I hated high school, absolutely hated it, and yet I went on to college. It wasn't the schooling. It was because of those very same reasons cited.

JAORE said...

"I think its survival should be decided the same way we decide the continued existence of any other government program: By looking at its record and weighing alternatives."

Oh were it were so.

Malcolm Kirkpatrick said...

Becker, __Human Capital__, defines "school" as an institution whose primary product is education. For this definition to mean much, the term "education" needs a definition. What's wrong with compulsory schooling and tax support of school? The State cannot compel attendance at school without a definition of "school". The State cannot subsidize education without a definition of "education". Minimum wage laws, child labor laws, and compulsory attendance laws put on-the-job training off limits to many children.
Please read Ted Kolderie, Is It Time To Reconsider The Notion of "Adolescence"?

Think said...

"And unlike many clichés, it's not even true."
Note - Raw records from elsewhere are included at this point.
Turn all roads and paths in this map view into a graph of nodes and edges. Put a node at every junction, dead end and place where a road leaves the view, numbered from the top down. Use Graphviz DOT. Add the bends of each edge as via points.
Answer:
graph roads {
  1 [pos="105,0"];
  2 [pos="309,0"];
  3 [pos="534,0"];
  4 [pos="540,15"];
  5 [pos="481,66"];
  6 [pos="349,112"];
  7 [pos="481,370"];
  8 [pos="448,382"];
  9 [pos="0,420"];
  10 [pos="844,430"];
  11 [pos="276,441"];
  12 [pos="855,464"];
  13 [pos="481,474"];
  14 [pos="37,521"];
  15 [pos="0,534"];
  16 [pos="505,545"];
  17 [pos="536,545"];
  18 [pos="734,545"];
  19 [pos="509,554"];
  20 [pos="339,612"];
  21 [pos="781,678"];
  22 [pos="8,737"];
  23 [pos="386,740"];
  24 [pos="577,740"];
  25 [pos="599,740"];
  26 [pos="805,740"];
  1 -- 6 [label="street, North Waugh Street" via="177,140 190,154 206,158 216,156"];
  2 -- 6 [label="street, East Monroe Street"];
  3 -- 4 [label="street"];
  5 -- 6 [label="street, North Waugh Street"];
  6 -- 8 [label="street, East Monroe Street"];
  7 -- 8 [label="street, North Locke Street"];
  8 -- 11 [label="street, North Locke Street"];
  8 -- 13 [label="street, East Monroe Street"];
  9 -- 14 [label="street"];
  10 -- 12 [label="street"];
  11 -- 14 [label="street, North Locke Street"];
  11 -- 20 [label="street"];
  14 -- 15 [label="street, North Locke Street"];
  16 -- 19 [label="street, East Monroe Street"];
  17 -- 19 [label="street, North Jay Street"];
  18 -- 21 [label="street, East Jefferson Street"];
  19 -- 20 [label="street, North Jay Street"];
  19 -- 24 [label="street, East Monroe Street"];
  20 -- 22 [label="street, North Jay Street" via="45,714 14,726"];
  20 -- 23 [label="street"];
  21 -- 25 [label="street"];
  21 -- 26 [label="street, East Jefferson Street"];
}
Except, it is in many cases. My cousin, a nice-looking-trim-popular quarterback, is now morbidly obese and out of work. He is a real nice guy, but he did have the mentality that it was all going to just come to him without much effort. I remember him asking my grandmother for gifts (in high school) and thinking, what a loser (though I was still in elementary school).

I have run into many similar people - one working at Office Depot and not understanding what RAM was in a computer.

David Foster said...

Surfed...could you comment further re your thoughts on high school physical plant?

Silent Sentinel said...

I think it would be great to do away with high school and let people start living their adult lives at 14. In the past, seven was the age of reason, 14 was the age of autonomy and 21 was the age of full citizenship. In today's world, we still have 21 for full citizenship, but no longer believe that seven-year-olds are capable of reason or that 14-year-olds are capable of autonomy. I think this infantilization is what leads to situations like Columbine, when teens get so frustrated with being held back from their adult life that they finally just snap and go on a murderous rampage. A teenager who murders gets treated more like an adult than a teenager who fulfills the stereotype of today's teenager and that is very sad to me.